Ездовой протянул Григорию краснобокое крупное яблоко, и тот почему-то вспомнил, как Воловик угощал его зеленой «мамой-кисой». Ездового Андреев видеть не мог, потому что лежал к нему головой. Но обратил внимание на руку, протянувшую ему яблоко. Она была морщиниста и крепка, задубела на солнце и ветру. По таким рукам можно читать, как по книге. Пожилой человек, воевал еще в первую мировую и, конечно, в гражданскую. Пахарь. Отец солдата. И снова вот на войне.

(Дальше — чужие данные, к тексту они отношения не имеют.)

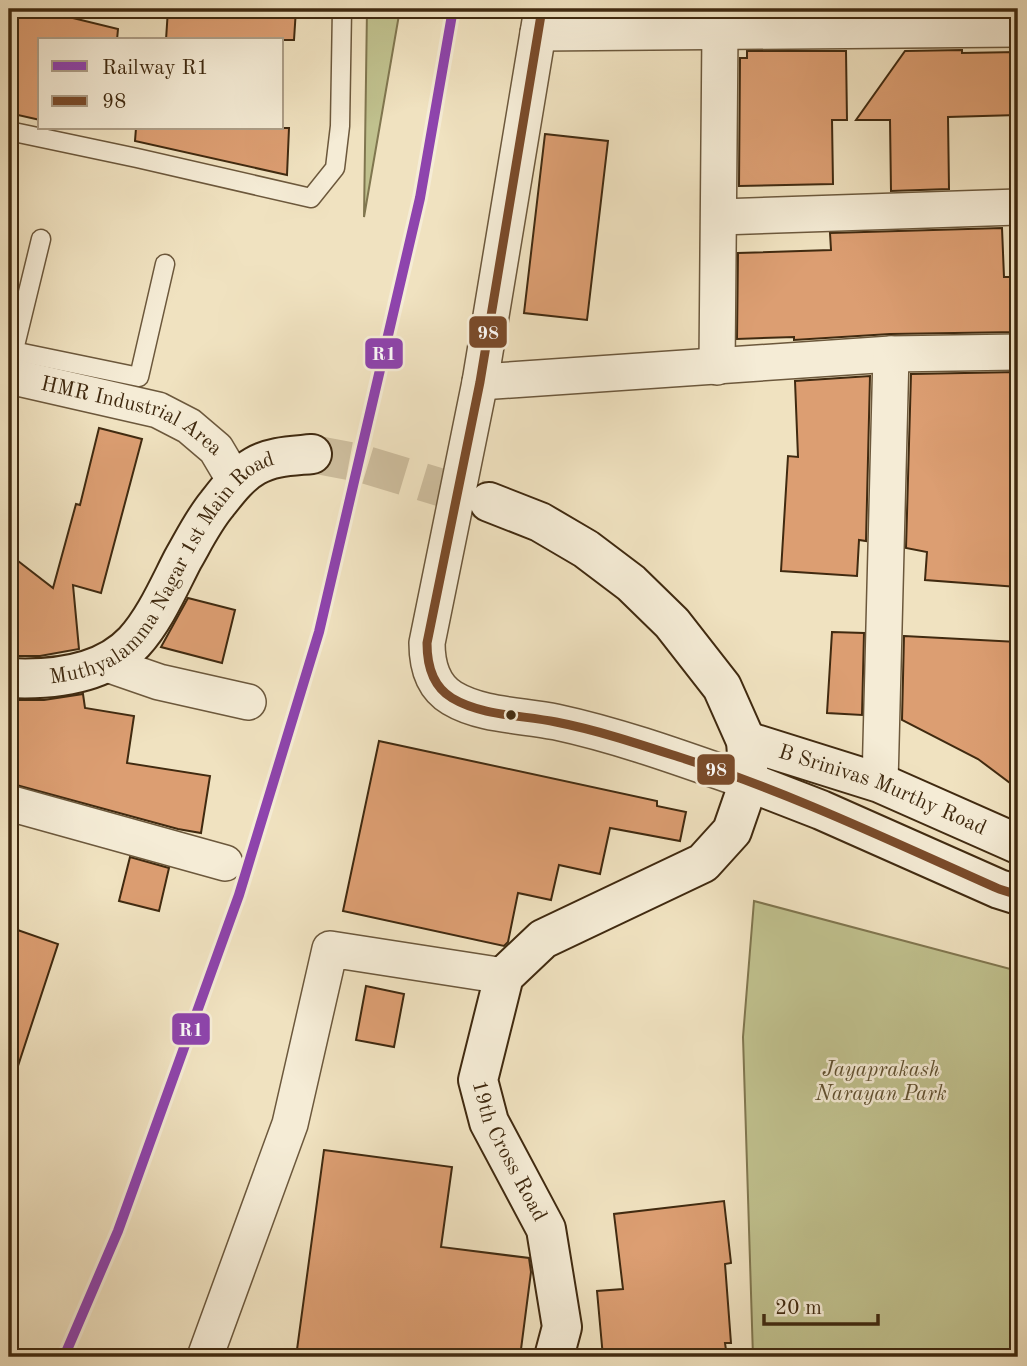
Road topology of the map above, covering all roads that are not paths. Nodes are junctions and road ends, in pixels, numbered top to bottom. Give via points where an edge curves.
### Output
1 (342, 9) edge
2 (540, 21) edge
3 (1018, 29) edge
4 (720, 31) junction
5 (9, 131) edge
6 (1018, 208) edge
7 (720, 217) junction
8 (41, 239) dead end
9 (165, 264) dead end
10 (1018, 352) edge
11 (891, 354) junction
12 (11, 364) edge
13 (717, 367) junction
14 (480, 382) junction
15 (312, 454) tunnel mouth
16 (235, 481) junction
17 (489, 502) tunnel mouth
18 (104, 663) junction
19 (9, 678) edge
20 (248, 702) dead end
21 (747, 741) junction
22 (749, 782) junction
23 (880, 783) junction
24 (9, 803) edge
25 (1018, 844) edge
26 (225, 863) dead end
27 (1018, 895) edge
28 (504, 976) junction
29 (563, 1347) edge
30 (205, 1357) edge

1 - 5 lane via 335,168 311,198
2 - 4 street
2 - 14 street
3 - 4 street
4 - 7 street
6 - 7 street
7 - 13 street
8 - 12 lane
9 - 12 lane via 139,377
10 - 11 street
11 - 13 street
11 - 23 street
12 - 16 street, HMR Industrial Area via 158,410 189,426 216,449
13 - 14 street
14 - 22 street via 427,643 427,664 437,684 450,697 469,705 557,722
15 - 16 street, Muthyalamma Nagar 1st Main Road via 279,457 255,466
16 - 18 street, Muthyalamma Nagar 1st Main Road via 205,519 156,611 133,643
17 - 21 street via 540,522 631,583 672,623 722,687
18 - 19 street, Muthyalamma Nagar 1st Main Road via 71,675
18 - 20 street via 159,682
21 - 22 street
21 - 23 street, B Srinivas Murthy Road
22 - 27 street
22 - 28 street via 732,831 704,863 543,939
23 - 25 street, B Srinivas Murthy Road
24 - 26 street
28 - 29 street, 19th Cross Road via 478,1080 489,1122 546,1228
28 - 30 street via 330,949 290,1124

Григорий взял яблоко и вонзил зубы в сочную брызжущую мякоть. Во рту сразу посвежело, и стало легче.

— Куда вы меня везете?

— В Люблин, куда же еще? Всех раненых туда везут.

— Далеко еще?

— Считай, половину проехали. Дать тебе еще яблочко?

— Пока не надо.

— Глянь, какая тута благодать. Дорога, а скрозь ее с той и этой стороны — яблони. Яблоки — ешь не хочу. У нас ветла, либо тополь, а здесь яблони. Куда как хорошо!

В Люблин приехали в середине дня. Остановились во дворе трехэтажного из красного кирпича здания, на вид немного мрачноватого. Григория сняли с повозки на носилки, и только теперь ему удалось разглядеть лицо ездового. Ему, наверно, под пятьдесят, у висков расходятся улыбчивые морщинки.

Ездовой улыбнулся, обнажив еще крепкие, но пожелтевшие зубы, и кивнул головой: мол, не журись, сынок, поправляйся поскорее, у тебя еще все впереди.

Андреева заносили в помещение, когда ездовой догнал его и положил прямо на грудь три краснобоких яблока:

— Ешь, сынок, они пользительны.

Григория устроили в палату, где стояли четыре койки. Ему досталась койка у двери. На двух других, возле окна, лежали раненые, а вторая у двери хотя и пустовала, но хозяин у нее был: видимо, где-то прогуливался.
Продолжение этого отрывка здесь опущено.